The PCA finds a linear transformation matrix $\varphi$ of size $d \times h$ which is meant to reduce a set of $n$ d-dimensional feature vectors $x$ ($x \in \mathbb{R}^d$) to a set of $n$ h-dimensional feature vectors $y$ ($y \in \mathbb{R}^h$), with $h < d$.
So given one feature vector $x$, we have $\varphi x \rightarrow y$, or:
$\pmatrix{ a_{1,1} & a_{1,2} & \cdots & a_{1,h} \\ a_{2,1} & a_{2,2} & \cdots & a_{2,h} \\ \vdots & \vdots & \ddots & \vdots \\ a_{d,1} & a_{d,2} & \cdots & a_{d,h} }\pmatrix{ x_{1} \\ x_{2} \\ \vdots \\ x_{d} } \rightarrow \pmatrix{ y_{1} \\ y_{2} \\ \vdots \\ y_{h} }$
And we want to define the matrix $\varphi$.
Let me quote the algorithm (Table 1):
- Choose $h$, the number of principal axes or eigenvectors required to estimate. Compute covariance $\Sigma_x$ and set $p \leftarrow 1$
- Initialize eigenvector $\varphi_p$ of size $d \times 1$ e.g. randomly
- Update $\varphi_p$ as $\varphi_p \leftarrow \Sigma_x \varphi_p$
- Do the Gram-Schmidt orthogonalization process [...]
- Normalize $\varphi_p$ by dividing it by its norm: $\varphi_p \leftarrow \varphi_p/||\varphi_p||$
- If $\varphi_p$ has not converged, go back to step 3
- Increment counter $p \leftarrow p + 1$ and go to step 2 until $p$ equals $h$
So basically, the orthogonalization process and the normalization are pretty straightforward and simple to implement, same for the convergence.

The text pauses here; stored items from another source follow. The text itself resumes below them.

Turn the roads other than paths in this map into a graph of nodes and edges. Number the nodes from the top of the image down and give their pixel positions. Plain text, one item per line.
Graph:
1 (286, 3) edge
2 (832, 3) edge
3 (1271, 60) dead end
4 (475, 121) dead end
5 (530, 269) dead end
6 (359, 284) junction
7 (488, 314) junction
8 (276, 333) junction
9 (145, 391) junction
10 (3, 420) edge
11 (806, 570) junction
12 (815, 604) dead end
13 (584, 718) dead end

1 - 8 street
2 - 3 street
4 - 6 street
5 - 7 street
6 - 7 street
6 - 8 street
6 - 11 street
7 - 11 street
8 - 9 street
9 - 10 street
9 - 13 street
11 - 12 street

Unfortunately, I'm having hard time trying to figure out the first steps:
How am I supposed to compute the covariance $\Sigma_x$ given that $x$ is one of the feature vector of the input? (BTW, is the described algorithm actually only explaining the definition of $\Sigma$ for one single features vector of the $n$ input vectors?)
I was unable to understand how to apply the definition of the covariance matrix to that case; is it possible to have a simple example of what it takes in input, and what gets out?
Now suppose I am able to compute the covariance $\Sigma_x$, what does step 2 and 3 means? $\varphi_p$ is supposed to be one column of the $d \times h$ matrix $\varphi$, so what does the random initialization of $\varphi_p$ means and how to apply the transformation $\varphi_p \leftarrow \Sigma_x\varphi_p$ using the previously computed covariance?